→ **REQUIRED ACTION**
Examine each line of the data. Copy those that contain the string "Victoria".

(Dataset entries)
# # # #

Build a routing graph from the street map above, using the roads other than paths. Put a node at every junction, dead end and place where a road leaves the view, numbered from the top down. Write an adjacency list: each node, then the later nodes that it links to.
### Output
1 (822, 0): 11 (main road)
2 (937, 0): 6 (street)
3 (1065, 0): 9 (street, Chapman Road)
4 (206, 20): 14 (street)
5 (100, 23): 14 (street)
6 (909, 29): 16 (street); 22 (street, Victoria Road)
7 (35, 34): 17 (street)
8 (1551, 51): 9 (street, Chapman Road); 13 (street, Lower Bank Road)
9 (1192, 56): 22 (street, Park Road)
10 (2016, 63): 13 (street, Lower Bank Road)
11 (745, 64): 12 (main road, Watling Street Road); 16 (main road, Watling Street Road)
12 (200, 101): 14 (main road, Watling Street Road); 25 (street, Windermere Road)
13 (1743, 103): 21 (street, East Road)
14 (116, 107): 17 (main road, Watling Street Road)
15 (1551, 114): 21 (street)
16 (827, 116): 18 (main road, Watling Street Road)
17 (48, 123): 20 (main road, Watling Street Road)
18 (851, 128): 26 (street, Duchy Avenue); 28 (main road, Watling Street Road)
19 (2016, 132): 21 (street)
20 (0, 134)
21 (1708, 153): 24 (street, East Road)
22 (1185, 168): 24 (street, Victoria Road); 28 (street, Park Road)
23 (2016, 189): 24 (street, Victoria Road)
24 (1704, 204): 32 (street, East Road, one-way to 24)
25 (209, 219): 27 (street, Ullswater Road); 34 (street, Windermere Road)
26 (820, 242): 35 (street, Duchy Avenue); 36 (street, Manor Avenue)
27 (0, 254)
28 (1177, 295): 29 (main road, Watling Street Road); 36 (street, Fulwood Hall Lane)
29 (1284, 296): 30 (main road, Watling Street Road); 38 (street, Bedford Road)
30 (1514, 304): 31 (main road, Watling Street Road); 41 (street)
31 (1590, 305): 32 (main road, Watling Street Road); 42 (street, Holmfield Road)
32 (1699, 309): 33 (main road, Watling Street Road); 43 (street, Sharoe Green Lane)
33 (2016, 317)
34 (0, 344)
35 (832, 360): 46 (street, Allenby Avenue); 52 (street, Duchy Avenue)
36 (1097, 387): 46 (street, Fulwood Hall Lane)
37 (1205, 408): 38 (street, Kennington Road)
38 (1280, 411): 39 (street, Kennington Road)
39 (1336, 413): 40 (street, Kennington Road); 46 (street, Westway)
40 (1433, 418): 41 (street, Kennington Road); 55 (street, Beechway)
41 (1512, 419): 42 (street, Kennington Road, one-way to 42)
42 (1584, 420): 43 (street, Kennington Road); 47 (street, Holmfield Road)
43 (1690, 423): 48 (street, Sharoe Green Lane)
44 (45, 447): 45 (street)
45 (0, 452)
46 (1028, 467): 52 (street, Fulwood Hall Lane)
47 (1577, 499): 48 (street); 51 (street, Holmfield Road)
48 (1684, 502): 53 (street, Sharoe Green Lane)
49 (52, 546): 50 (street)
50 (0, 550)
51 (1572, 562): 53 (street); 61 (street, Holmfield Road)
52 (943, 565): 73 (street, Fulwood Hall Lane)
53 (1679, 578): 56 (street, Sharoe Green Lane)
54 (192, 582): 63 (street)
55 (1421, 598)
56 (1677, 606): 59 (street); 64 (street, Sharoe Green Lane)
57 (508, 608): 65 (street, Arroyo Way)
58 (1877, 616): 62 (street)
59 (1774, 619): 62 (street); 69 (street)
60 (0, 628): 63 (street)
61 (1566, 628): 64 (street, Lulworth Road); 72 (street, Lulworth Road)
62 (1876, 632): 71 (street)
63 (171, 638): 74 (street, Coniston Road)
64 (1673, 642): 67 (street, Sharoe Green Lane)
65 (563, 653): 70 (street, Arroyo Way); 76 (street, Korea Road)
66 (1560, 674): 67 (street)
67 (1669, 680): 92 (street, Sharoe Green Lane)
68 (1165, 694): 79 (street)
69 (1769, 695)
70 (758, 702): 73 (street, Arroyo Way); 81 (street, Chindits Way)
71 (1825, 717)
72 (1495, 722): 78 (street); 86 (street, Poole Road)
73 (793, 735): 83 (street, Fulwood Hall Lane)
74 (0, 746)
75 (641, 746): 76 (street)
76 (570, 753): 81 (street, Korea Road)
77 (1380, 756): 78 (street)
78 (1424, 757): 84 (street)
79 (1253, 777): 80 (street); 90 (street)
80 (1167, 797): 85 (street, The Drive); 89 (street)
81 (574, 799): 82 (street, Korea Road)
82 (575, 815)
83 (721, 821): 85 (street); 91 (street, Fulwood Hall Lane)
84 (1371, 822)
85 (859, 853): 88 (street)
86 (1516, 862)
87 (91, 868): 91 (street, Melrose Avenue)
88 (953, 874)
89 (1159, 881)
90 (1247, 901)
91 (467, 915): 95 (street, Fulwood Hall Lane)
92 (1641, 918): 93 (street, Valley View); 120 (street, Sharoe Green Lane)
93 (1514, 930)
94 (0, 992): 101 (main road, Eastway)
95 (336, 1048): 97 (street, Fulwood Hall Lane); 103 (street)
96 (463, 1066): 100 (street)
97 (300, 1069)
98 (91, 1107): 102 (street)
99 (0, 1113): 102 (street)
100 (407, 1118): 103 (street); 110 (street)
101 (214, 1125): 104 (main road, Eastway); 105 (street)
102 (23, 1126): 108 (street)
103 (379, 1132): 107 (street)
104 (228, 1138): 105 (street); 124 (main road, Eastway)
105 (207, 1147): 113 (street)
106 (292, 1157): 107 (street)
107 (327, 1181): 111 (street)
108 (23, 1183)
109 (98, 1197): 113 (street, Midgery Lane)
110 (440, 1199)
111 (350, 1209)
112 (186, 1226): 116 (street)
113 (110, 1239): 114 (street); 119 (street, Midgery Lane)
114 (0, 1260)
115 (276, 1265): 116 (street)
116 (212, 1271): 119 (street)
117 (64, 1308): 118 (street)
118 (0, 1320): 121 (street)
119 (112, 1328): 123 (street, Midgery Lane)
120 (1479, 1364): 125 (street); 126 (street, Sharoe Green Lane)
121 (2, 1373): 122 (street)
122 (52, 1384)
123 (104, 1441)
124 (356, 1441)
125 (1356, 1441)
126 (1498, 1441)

# # # #

→ **RESPONSE TO THIS TASK**
6 (909, 29): 16 (street); 22 (street, Victoria Road)
22 (1185, 168): 24 (street, Victoria Road); 28 (street, Park Road)
23 (2016, 189): 24 (street, Victoria Road)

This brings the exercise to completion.